The brother stated that after their father passed away, the parties called the firm that drafted their parents’ Wills to administer the estate.  There was also a suggestion that the brother had spoken to a member of the firm and was advised that his father had instructed the firm to prepare a new Will which remained unsigned.

Three days later, a dispute arose between the siblings and they each retained separate counsel.  Three years later the sister retained the firm that drafted the parents’ Will to represent her in the action.

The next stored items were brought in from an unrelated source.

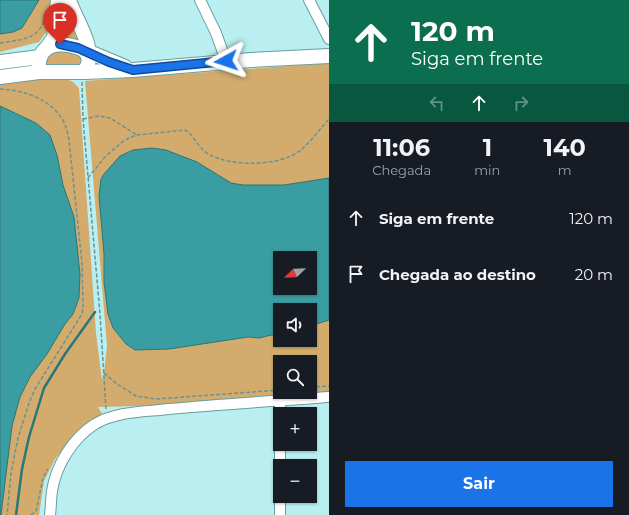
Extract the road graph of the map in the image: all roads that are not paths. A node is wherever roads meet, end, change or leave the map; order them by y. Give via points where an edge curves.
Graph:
1 (58, 0) edge
2 (69, 0) edge
3 (200, 0) edge
4 (309, 0) edge
5 (329, 39) edge
6 (42, 53) junction
7 (329, 56) edge
8 (89, 59) junction
9 (226, 61) junction
10 (0, 62) edge
11 (133, 70) junction
12 (39, 72) junction
13 (0, 77) edge
14 (329, 397) edge
15 (280, 400) junction
16 (280, 407) edge
17 (280, 503) edge
18 (50, 515) edge
19 (280, 515) edge

1 - 6 street via 54,38
2 - 8 street via 92,49
3 - 9 street
4 - 5 street
6 - 8 street via 53,45 60,44
6 - 10 street
6 - 12 street via 38,61
7 - 9 street
8 - 11 street
8 - 11 street
8 - 12 street
9 - 11 street
12 - 13 street
14 - 15 street
15 - 16 street
15 - 18 street via 110,416 94,424 73,443 60,465 52,490
17 - 19 street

The brother sought to have his sister removed as trustee and her counsel removed from record. He argued that the firm’s representation of the sister created many conflicts.  He further claimed that the lawyers involved in the preparation of the Will might be called to testify as to its content, which would lead to the sister’s counsel cross-examining a member of his firm, which would be inappropriate. The brother also suggested that there was a real risk that the sister would be privy to confidential information provided to the firm by the brother or the father.

ANALYSIS:

Both parties relied on the test set out in MacDonald Estate v. Martin, 1990 CanLII 32 (SCC), 1990 CarswellMan 233, [1990] 3 S.C.R. 1235 where the Court stated, “typically, these cases require two questions to be answered: (1) did the lawyer receive confidential information attributable to a solicitor-client relationship relevant to the matter at hand? (2) Is there a risk that it will be used to the prejudice of the client?”

The Court in MacDonald also noted that because prejudice is difficult to prove, “the test must be such that the public, represented by the reasonably informed person, would be satisfied that no use of confidential information would occur… [This] must inform the court in answering the question: is there a disqualifying conflict of interest?”

The evidence included an affidavit from the lawyer who assisted the parents in preparing their Wills.  The lawyer’s evidence was that he had reviewed the relevant file which contained no notes after 2010 and no second Will.

The brother did not cross-examine the lawyer on his Affidavit.  There was also no reference in the Statement of Claim to the unsigned Will or any instructions for same.

The Court noted that even if there was a second unsigned Will, the estate was already in the process of being administered and no one had filed a challenge.  As such, the alleged unsigned Will did not appear to have much relevance to this action.

The lawyer’s Affidavit also indicated that the brother had never retained the firm.  The Court accepted this evidence and noted that the brother was not a former client of the firm and by his own admission, he had never provided any confidential information to the firm.

The brother argued that their father had provided confidential information to the firm.  The Court concluded that it would be hard to see “how any notes with respect to an alleged unsigned second will could be relevant to this action.” The Court also went on to note that: “It is hard to see how any instructions that [the father] provided for his 2010 will, which named both the plaintiff and the defendant as trustees, is relevant to this action regarding alleged trustee misconduct.”

In Essa (Township) v. Guergis, 1993 CarswellOnt 473 (Div Ct), at paras 43 and 44, the court stated that premature orders should not be made. The parties should wait until there is certain to be a problem. The motives of a party who is attempting to remove the other party’s counsel are not always pure. The court should consider the right of the client to be represented by counsel of choice and take a flexible approach.

In the circumstances, the Court declined to consider the second step of the test.

The motion was dismissed with costs payable on a partial indemnity basis in the amount of $13,668.71, by the brother.

Takeaways:

Premature orders are not likely to be made by the Courts concerning issues of representation.  This case is also a reminder to litigants to reconsider bringing meritless motions which may lead to significant costs orders.